Edward se rió entre dientes, lo cual fue casi la perdición de Bella.
—Me parece recordar que hablabas mucho a estas horas de la madrugada.
Después de haber tenido una fantástica relación sexual. Cuando ella estaba acurrucada junto a él, con la mejilla apoyada en su pecho. Una época de sueños, amor y esperanza.
—Me sorprende que lo recuerdes —le dijo con voz cortante—. Con todas las mujeres que habrás tenido después.
—¿Crees que han sido muchas?
Pensar en el número era como si le atravesaran el corazón con un puñal.
—Habrán hecho cola para disfrutar de semejante privilegio.
—¿Es un cumplido o una grosería?
—Es un hecho objetivo.
—¿Que deriva de la experiencia?
—¿Es una pregunta capciosa? —por nada del mundo iba a revelarle que no había habido nadie en su cama ni antes ni después de él. Le subió por la garganta una risa silenciosa que casi la ahoga. La nueva virgen, la mujer de un solo hombre. Sería para morirse de risa si no fuera tan trágico.

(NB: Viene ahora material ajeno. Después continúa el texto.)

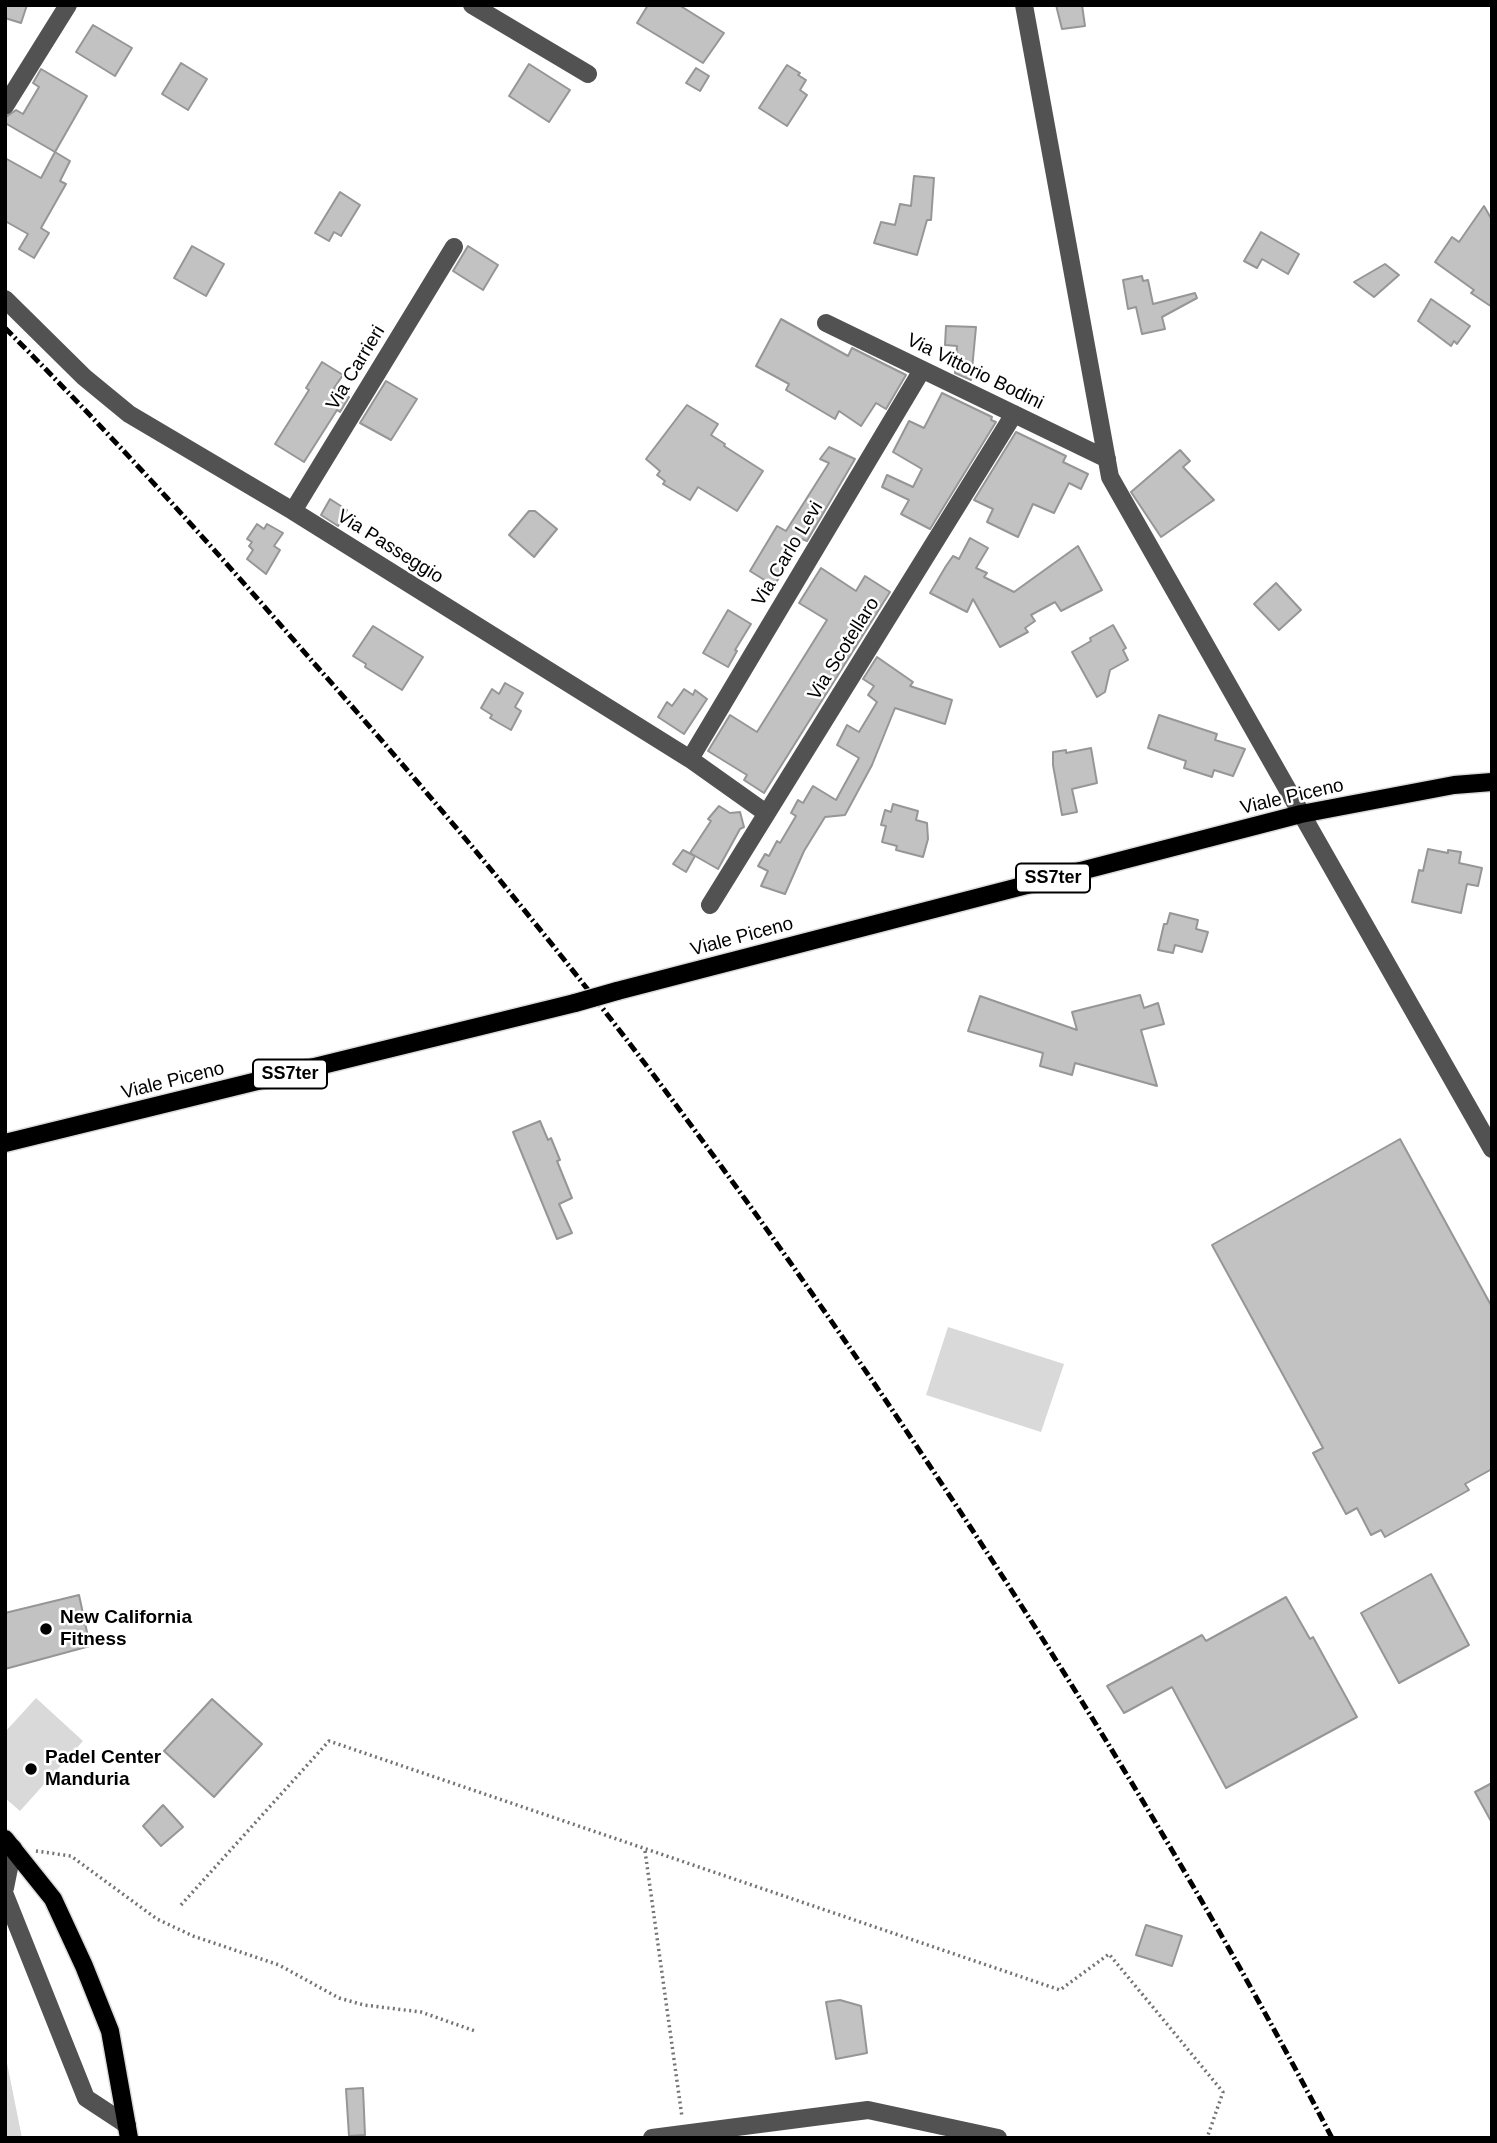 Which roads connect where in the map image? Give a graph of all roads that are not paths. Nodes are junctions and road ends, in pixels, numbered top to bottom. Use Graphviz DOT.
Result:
graph roads {
  1 [pos="68,5"];
  2 [pos="472,5"];
  3 [pos="1024,5"];
  4 [pos="588,74"];
  5 [pos="5,106"];
  6 [pos="454,247"];
  7 [pos="5,299"];
  8 [pos="826,323"];
  9 [pos="922,370"];
  10 [pos="1014,414"];
  11 [pos="1107,459"];
  12 [pos="293,511"];
  13 [pos="690,759"];
  14 [pos="1492,782"];
  15 [pos="766,813"];
  16 [pos="1301,814"];
  17 [pos="710,905"];
  18 [pos="5,1143"];
  19 [pos="1492,1149"];
  20 [pos="9,1843"];
  21 [pos="5,1888"];
  22 [pos="5,1895"];
  23 [pos="128,2131"];
  24 [pos="652,2138"];
  25 [pos="998,2138"];
  1 -- 5 [label="street"];
  2 -- 4 [label="street"];
  3 -- 11 [label="street"];
  6 -- 12 [label="street, Via Carrieri"];
  7 -- 12 [label="street, Via Passeggio"];
  8 -- 9 [label="street, Via Vittorio Bodini"];
  9 -- 10 [label="street, Via Vittorio Bodini"];
  9 -- 13 [label="street, Via Carlo Levi"];
  10 -- 11 [label="street, Via Vittorio Bodini"];
  10 -- 15 [label="street, Via Scotellaro"];
  11 -- 16 [label="street"];
  12 -- 13 [label="street, Via Passeggio"];
  13 -- 15 [label="street, Via Passeggio"];
  14 -- 16 [label="main road, Viale Piceno / SS7ter"];
  15 -- 17 [label="street, Via Scotellaro"];
  16 -- 18 [label="main road, Viale Piceno / SS7ter, bridge"];
  16 -- 19 [label="street"];
  20 -- 21 [label="street"];
  20 -- 23 [label="main road"];
  22 -- 23 [label="street"];
  24 -- 25 [label="street"];
} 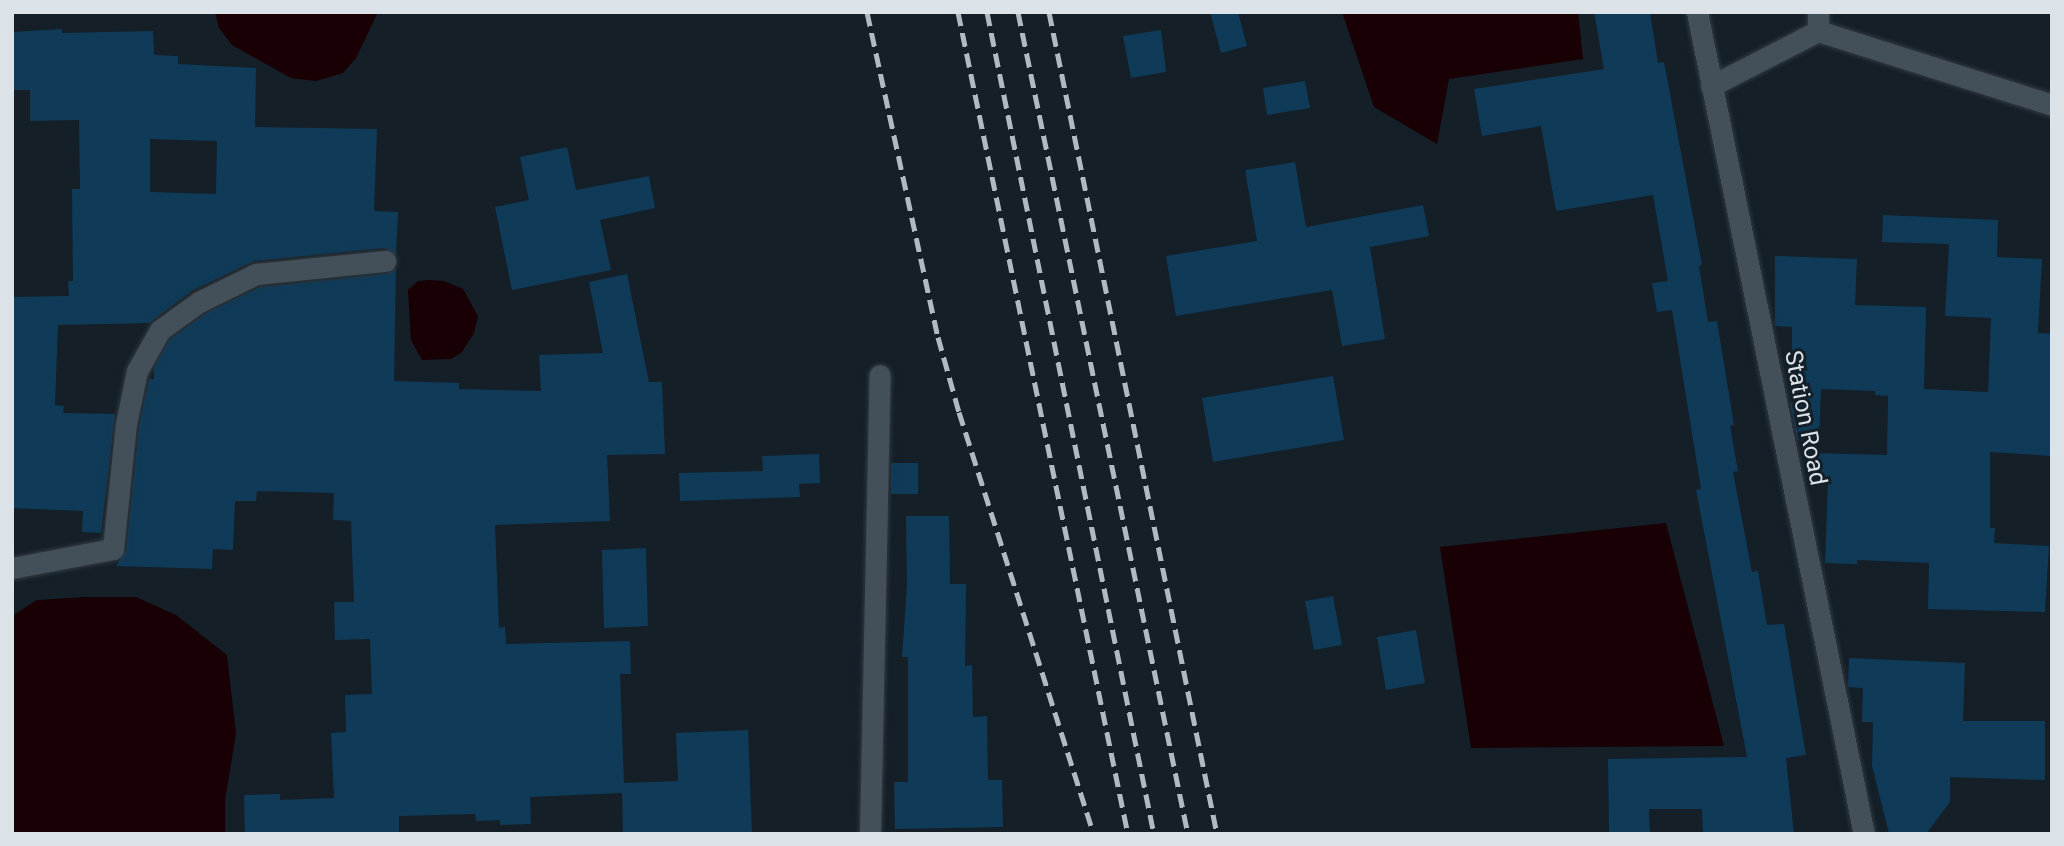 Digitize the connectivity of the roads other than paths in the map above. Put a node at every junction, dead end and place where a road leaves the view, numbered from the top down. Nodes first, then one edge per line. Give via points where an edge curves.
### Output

—Que prefieres no contestar.
—Lo has captado perfectamente.
—¿Has terminado?—su boca dibujó una leve sonrisa.
—De momento, sí.
—Vamos a aprovechar las horas que quedan antes de que amanezca.
Durante unos segundos, la mirada femenina expresó incertidumbre, seguida de precaución.
—Para dormir —añadió él en tono divertido, antes de tumbarse boca arriba y hacer precisamente eso. Con gran alivio por parte de ella. O eso es lo que se dijo mientras erradicaba el deseo que se deslizaba lentamente por su cuerpo y lo invadía.